= Adult Contemporary (chart) =

US record chart published by Billboard magazine

The Adult Contemporary chart is published weekly by Billboard magazine and lists the most popular songs on adult contemporary radio stations in the United States. The chart is compiled based on airplay data submitted to Billboard by stations that are members of the Adult Contemporary radio panel. The chart debuted in Billboard magazine on July 17, 1961. Over the years, the chart has undergone a series of name changes, being called Easy Listening (1961–1962; 1965–1979), Middle-Road Singles (1962–1964), Pop-Standard Singles (1964–1965), Hot Adult Contemporary (1984–1996) and Adult Contemporary (1979–1984, 1996–present). The current number-one song on the chart, as of the issue of Billboard dated September 26, 2026, is "Ordinary" by Alex Warren.

==Chart history==
The Billboard Easy listening chart, as it was first known, was born of a desire by some radio stations in the late 1950s and early 1960s to continue playing current hit songs but distinguish themselves from being branded as "rock and roll" stations. Billboard had written articles about this trend during the time, and the magazine's editors decided to publish a separate chart for these songs beginning in 1961. The magazine offered an "Easy Listening" programming guide beginning January 9, 1961, which continued until the numbered chart appeared in July. The first No. 1 song on the Billboard Easy Listening chart was "The Boll Weevil Song" by Brook Benton.
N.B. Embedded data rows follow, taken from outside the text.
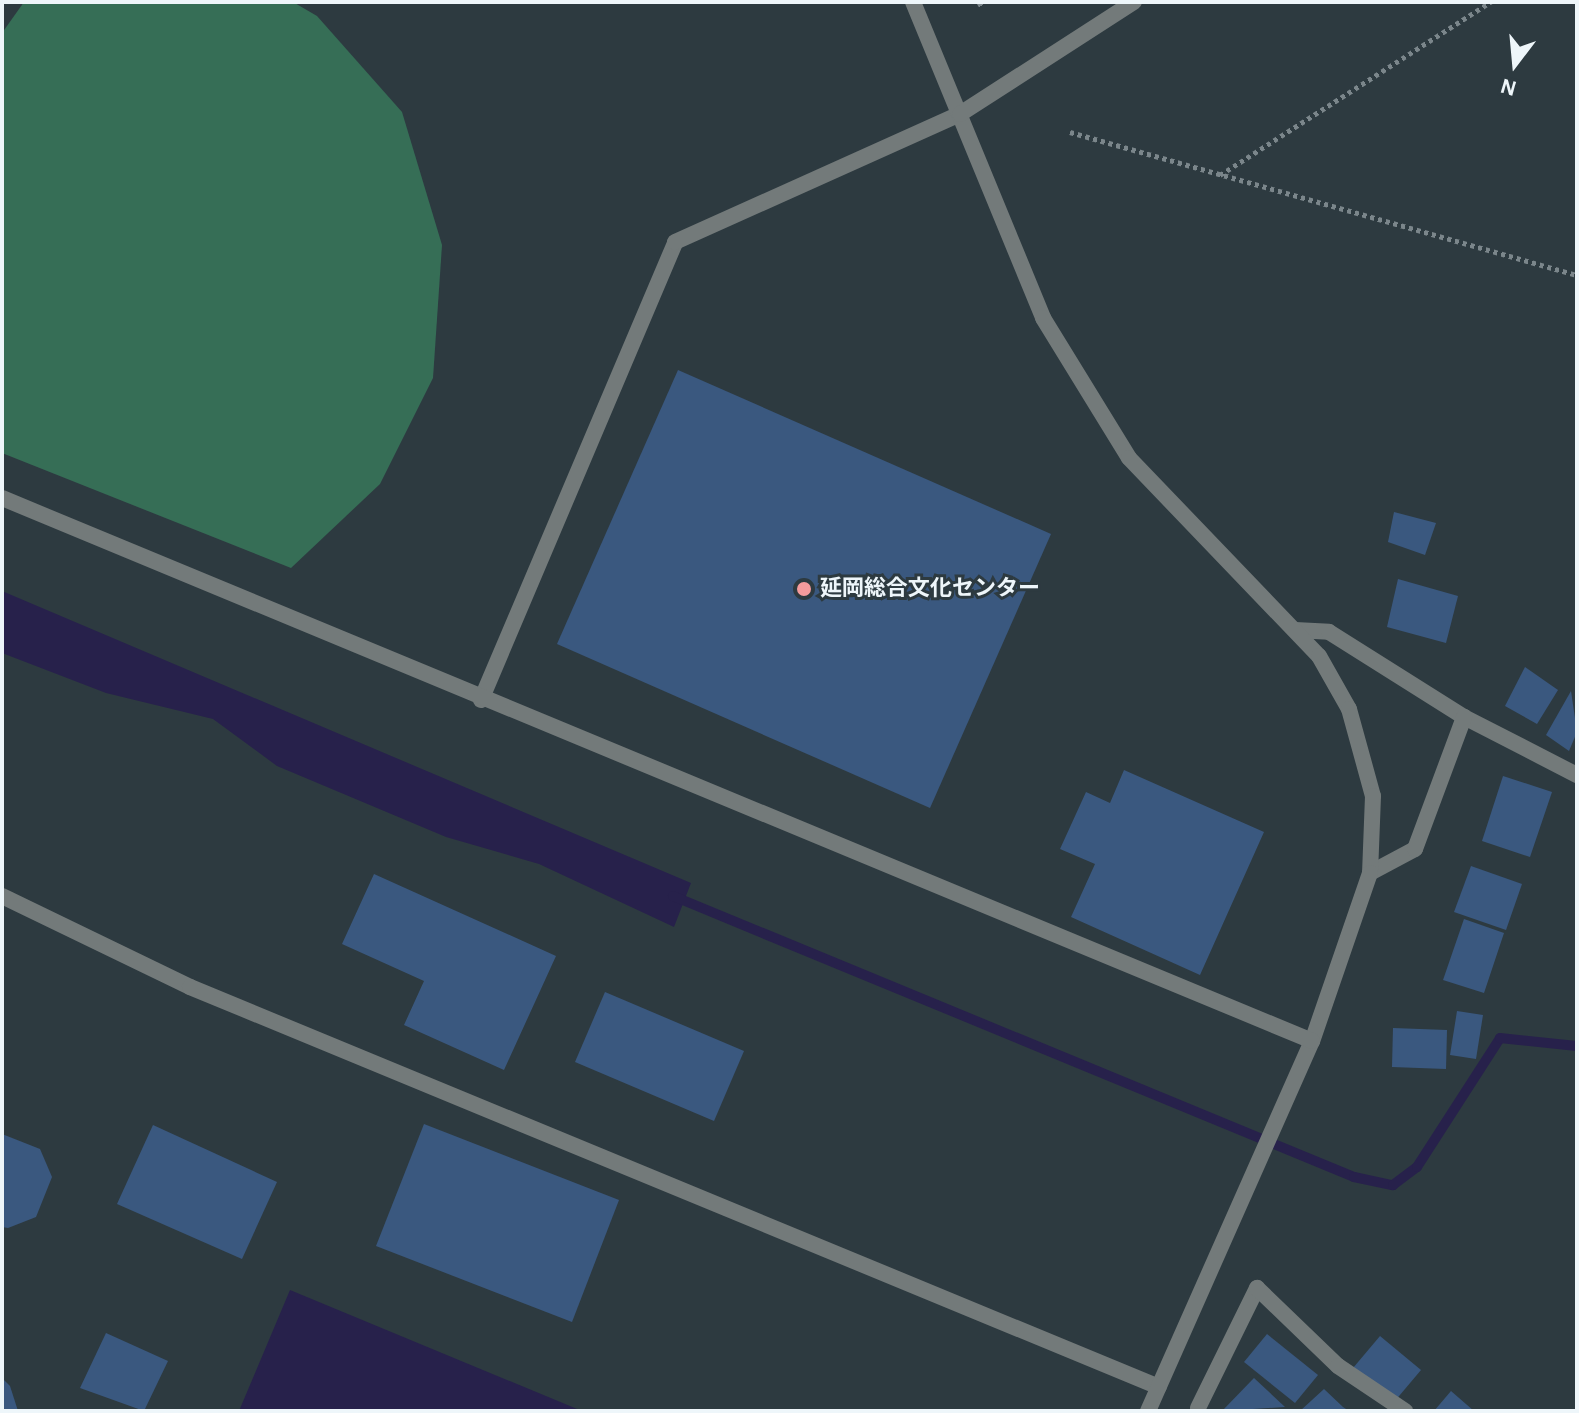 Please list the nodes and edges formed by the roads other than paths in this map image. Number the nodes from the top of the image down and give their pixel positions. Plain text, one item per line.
1 (913, 2) edge
2 (1134, 2) edge
3 (960, 114) junction
4 (2, 498) edge
5 (1295, 630) junction
6 (481, 700) junction
7 (1464, 717) junction
8 (1577, 775) edge
9 (1370, 873) junction
10 (2, 896) edge
11 (1312, 1041) junction
12 (1159, 1387) junction
13 (1199, 1410) edge
14 (1148, 1411) edge
15 (1405, 1411) edge

1 - 3 street
2 - 3 street
3 - 5 street
3 - 6 street
4 - 6 street
5 - 7 street
5 - 9 street
6 - 11 street
7 - 8 street
7 - 9 street
9 - 11 street
10 - 12 street
11 - 12 street
12 - 14 street
13 - 15 street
From 1961 to 1965, this chart was compiled from the Billboard Hot 100 chart by removing songs that were deemed rock and roll by the magazine and re-ranking the remaining songs. (Record World's equivalent "non-rock" chart followed the same criteria from 1967 through 1971.) Beginning in 1965, the Easy Listening chart would begin to be compiled by a method similar to the one used for other Billboard singles charts: reported playlists from radio stations airing the format as well as sales data submitted by record stores. By the early 1990s, automatic song detection and barcode sales information had begun to be the norm for most of the Billboard charts, although by this time the AC chart was based entirely on radio airplay and no longer incorporated retail sales reports. Currently the Adult Contemporary chart is compiled in much the same way as for other radio formats.
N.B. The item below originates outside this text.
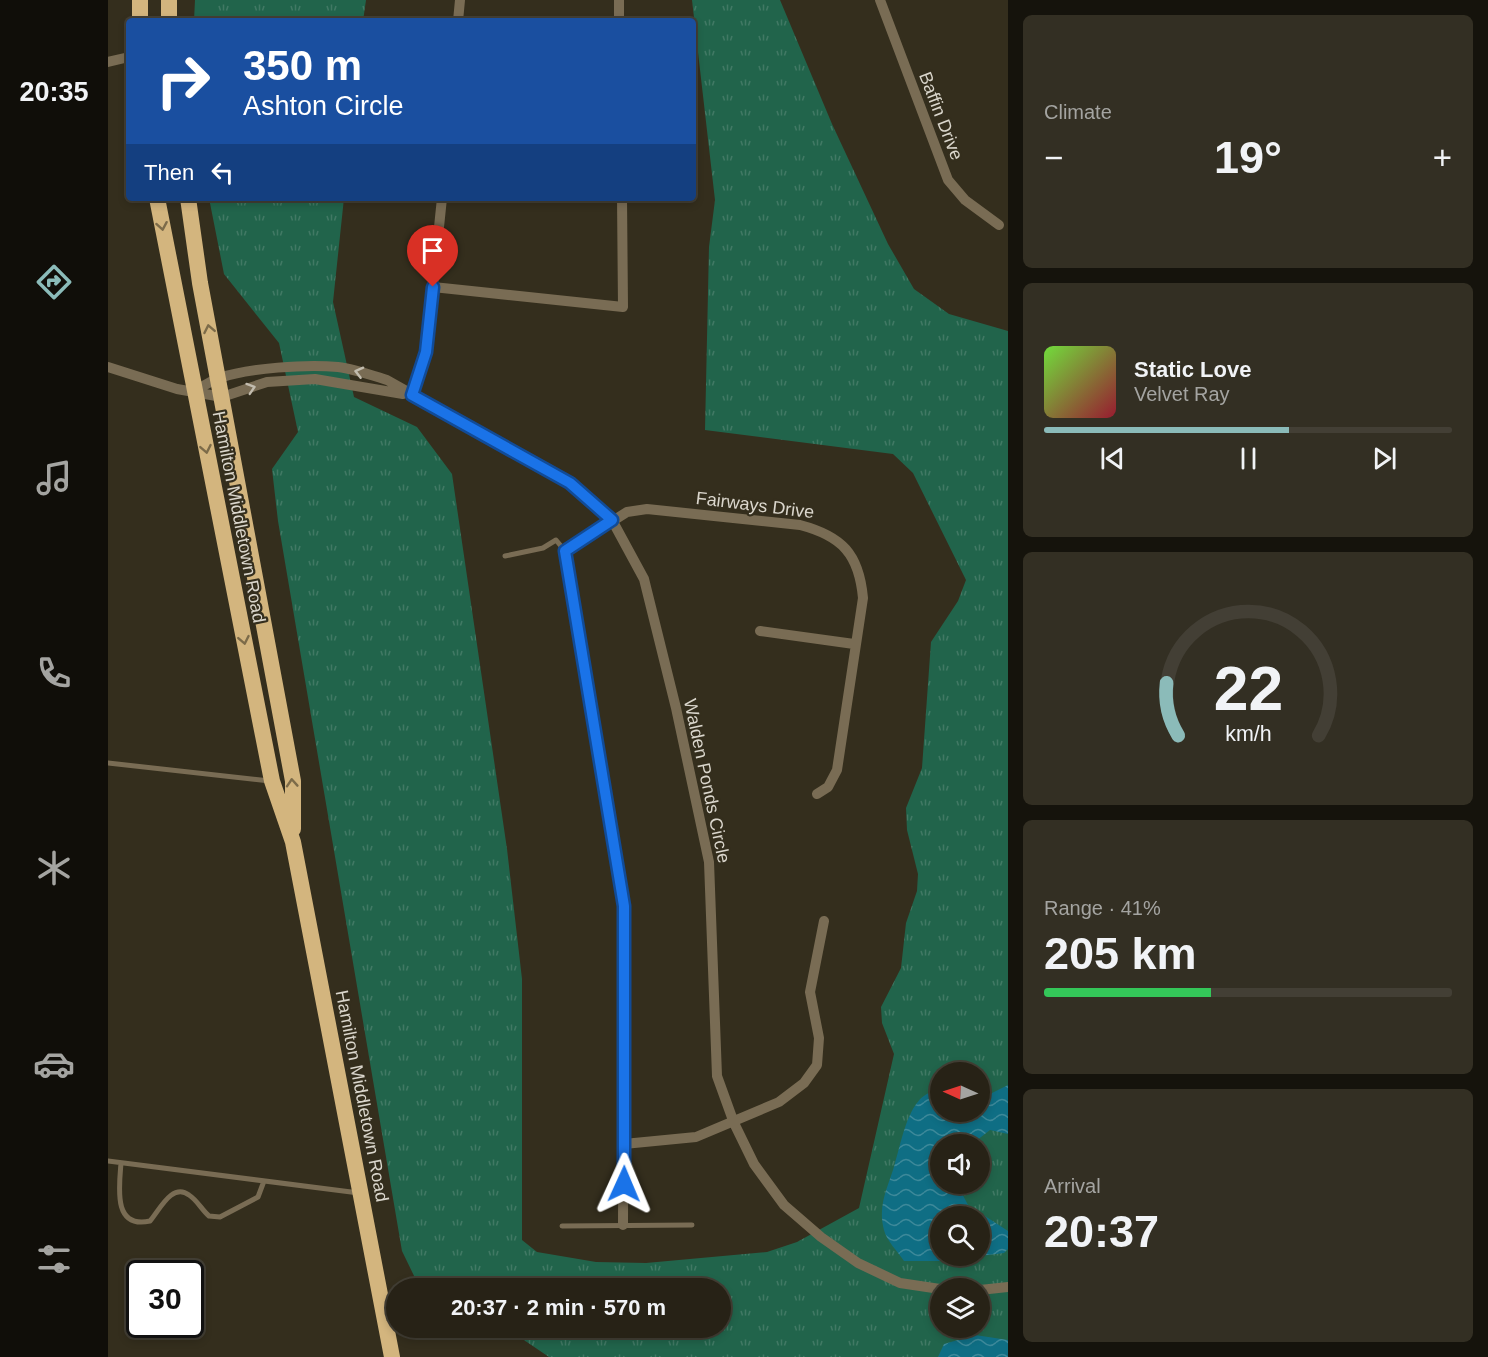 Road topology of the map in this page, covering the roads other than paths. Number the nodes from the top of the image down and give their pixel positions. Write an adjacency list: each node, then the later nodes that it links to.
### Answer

The chart was known as the Easy Listening chart until 1962, when it was renamed Middle-Road Singles. In 1964, the name changed again, this time to Pop-Standard Singles. After alternating the name of this chart twice more in less than a year, Easy Listening was again chosen as the chart name in 1965 when the change in compilation occurred. In April 1979, the Easy Listening chart officially became known as Adult Contemporary, and those two words have remained consistent in the name of the chart ever since.
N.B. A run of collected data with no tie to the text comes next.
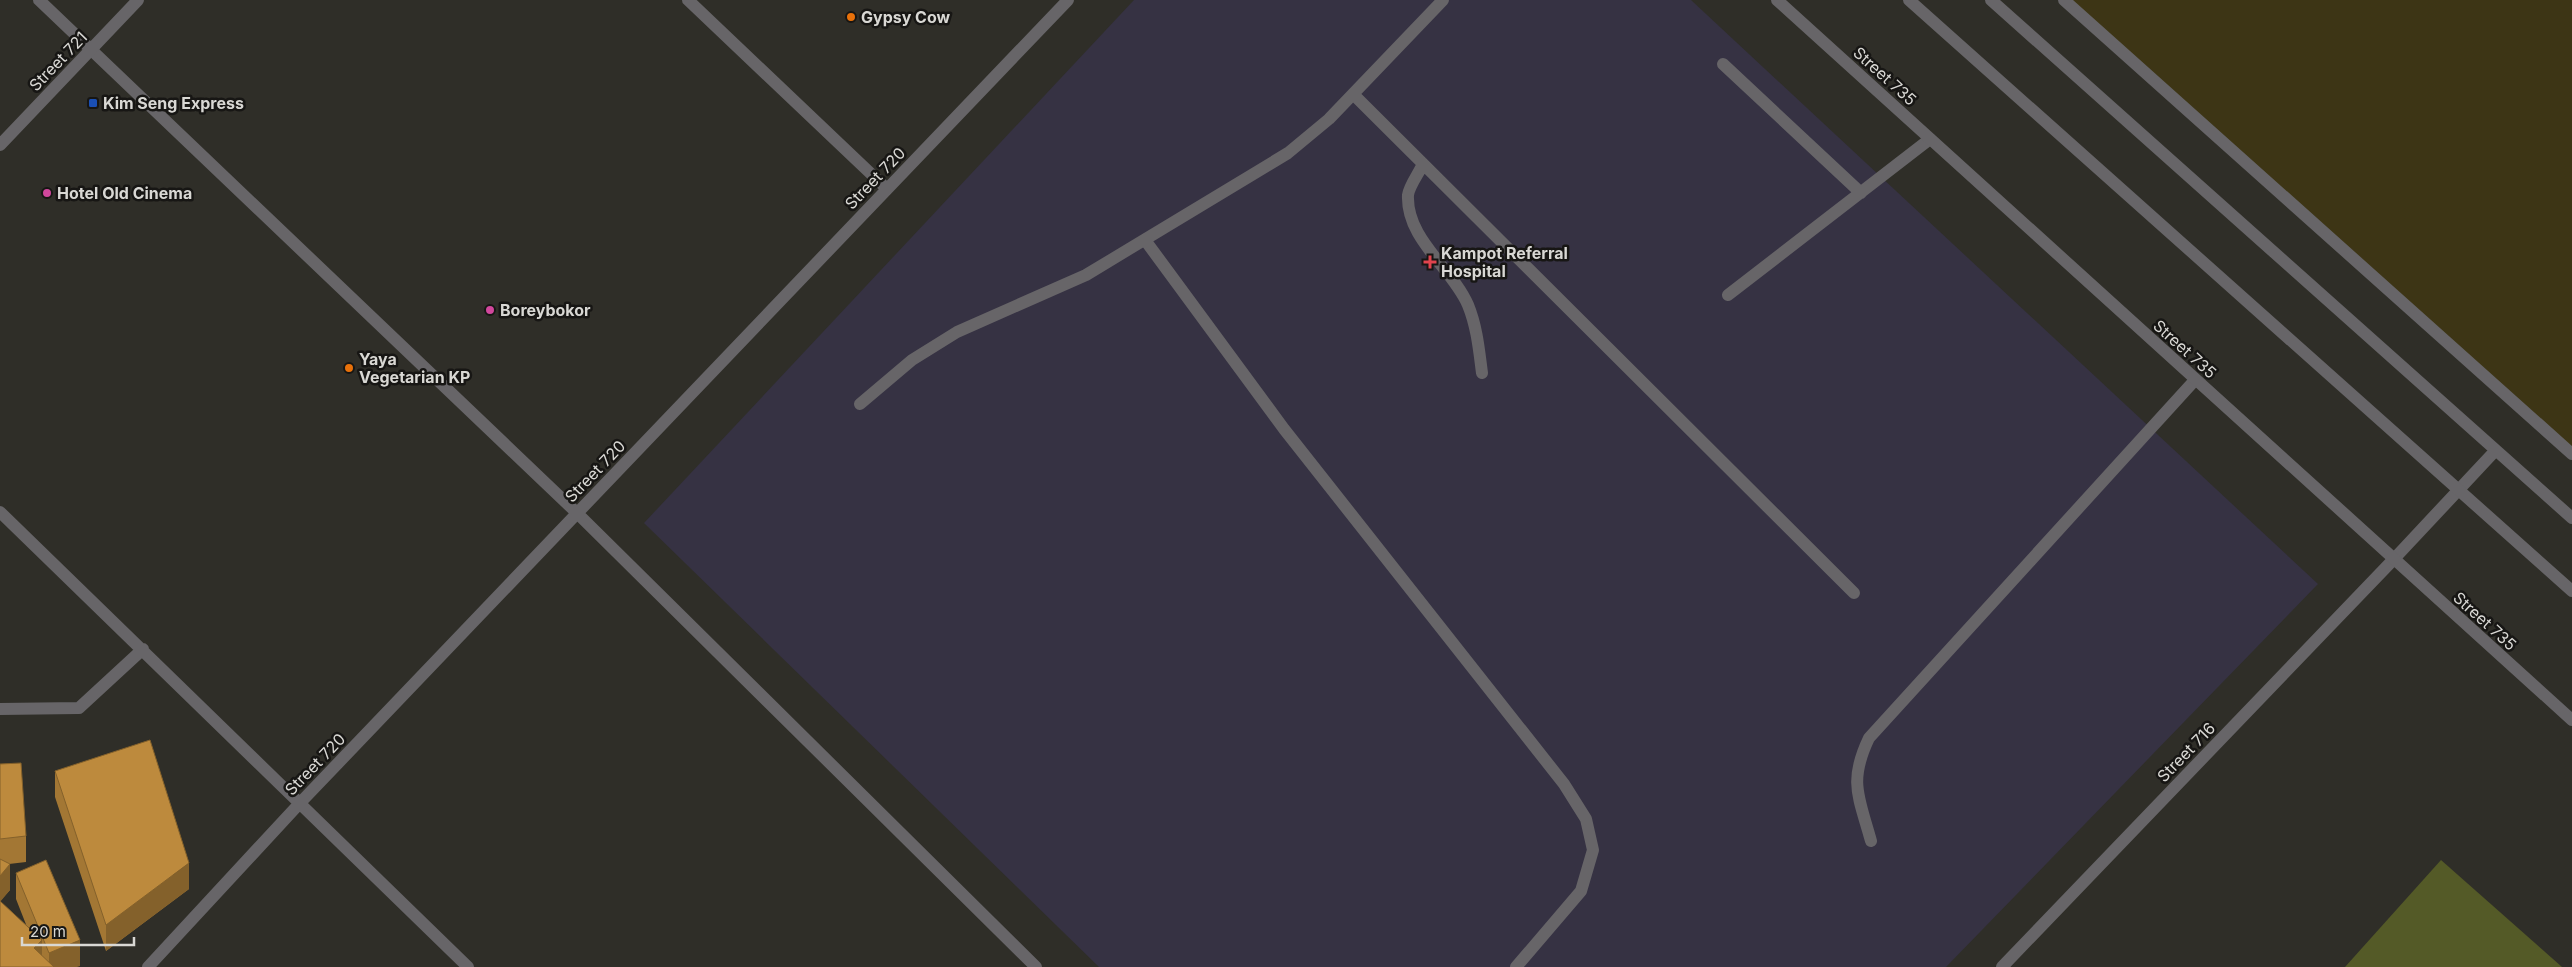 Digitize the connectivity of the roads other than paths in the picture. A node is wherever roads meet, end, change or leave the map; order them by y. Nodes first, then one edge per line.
1 (39, 0) edge
2 (138, 0) edge
3 (688, 0) edge
4 (1068, 0) edge
5 (1443, 0) edge
6 (1778, 0) edge
7 (1909, 0) edge
8 (1991, 0) edge
9 (2064, 0) edge
10 (91, 50) junction
11 (1722, 64) dead end
12 (1353, 94) junction
13 (1930, 139) junction
14 (0, 144) edge
15 (1423, 164) junction
16 (887, 189) junction
17 (1860, 193) junction
18 (1145, 240) junction
19 (1728, 295) dead end
20 (1482, 373) dead end
21 (2195, 380) junction
22 (860, 404) dead end
23 (2495, 451) junction
24 (2572, 454) edge
25 (0, 512) edge
26 (577, 512) junction
27 (2572, 518) edge
28 (2393, 560) junction
29 (2572, 591) edge
30 (1854, 593) dead end
31 (143, 649) junction
32 (0, 709) edge
33 (2572, 720) edge
34 (299, 804) junction
35 (1871, 841) dead end
36 (148, 967) edge
37 (468, 967) edge
38 (1036, 967) edge
39 (1516, 967) edge
40 (2002, 967) edge

1 - 10 street
2 - 10 street, Street 721
3 - 16 street
4 - 16 street, Street 720
5 - 12 street
6 - 13 street, Street 735
7 - 29 street
8 - 23 street
9 - 24 street
10 - 14 street, Street 721
10 - 26 street
11 - 17 street
12 - 15 street
12 - 18 street
13 - 17 street
13 - 21 street, Street 735
15 - 20 street
15 - 30 street
16 - 26 street, Street 720
17 - 19 street
18 - 22 street
18 - 39 street
21 - 28 street, Street 735
21 - 35 street
23 - 27 street
23 - 28 street, Street 716
25 - 31 street
26 - 34 street, Street 720
26 - 38 street
28 - 33 street, Street 735
28 - 40 street, Street 716
31 - 32 street
31 - 34 street
34 - 36 street, Street 720
34 - 37 street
In 1996, Billboard created a new chart called Adult Top 40, which reflects radio station programming that exists somewhere between "adult contemporary" music and "pop" music. Although they are sometimes mistaken for each other, the Adult Contemporary chart and the Adult Top 40 chart are separate charts, and songs reaching one chart might not reach the other. In addition, the term "hot AC" refers to another subgenre of radio programming that is distinct from the Adult Contemporary chart, despite the apparent similarity in name.

==Decades==

===The 1960s===
In the early years of the Easy Listening chart, the top song on the chart was generally always a Top 10 pop hit as well. The method for compiling the chart at that time allowed some rock and roll artists, such as Lesley Gore and the Drifters, to make the chart on occasion with their softer or ballad releases, regardless of whether Easy Listening and middle of the road radio stations were actually playing those songs. In 1965, no No. 1 pop hits appeared on the Easy Listening chart. After 1965, differences between the Hot 100 chart and the Easy Listening chart became more pronounced. Better reflecting what middle of the road stations were actually playing, the composition of the chart changed dramatically. As rock music continued to harden, there was much less crossover between the Hot 100 and Easy Listening chart than there had been in the early half of the 1960s.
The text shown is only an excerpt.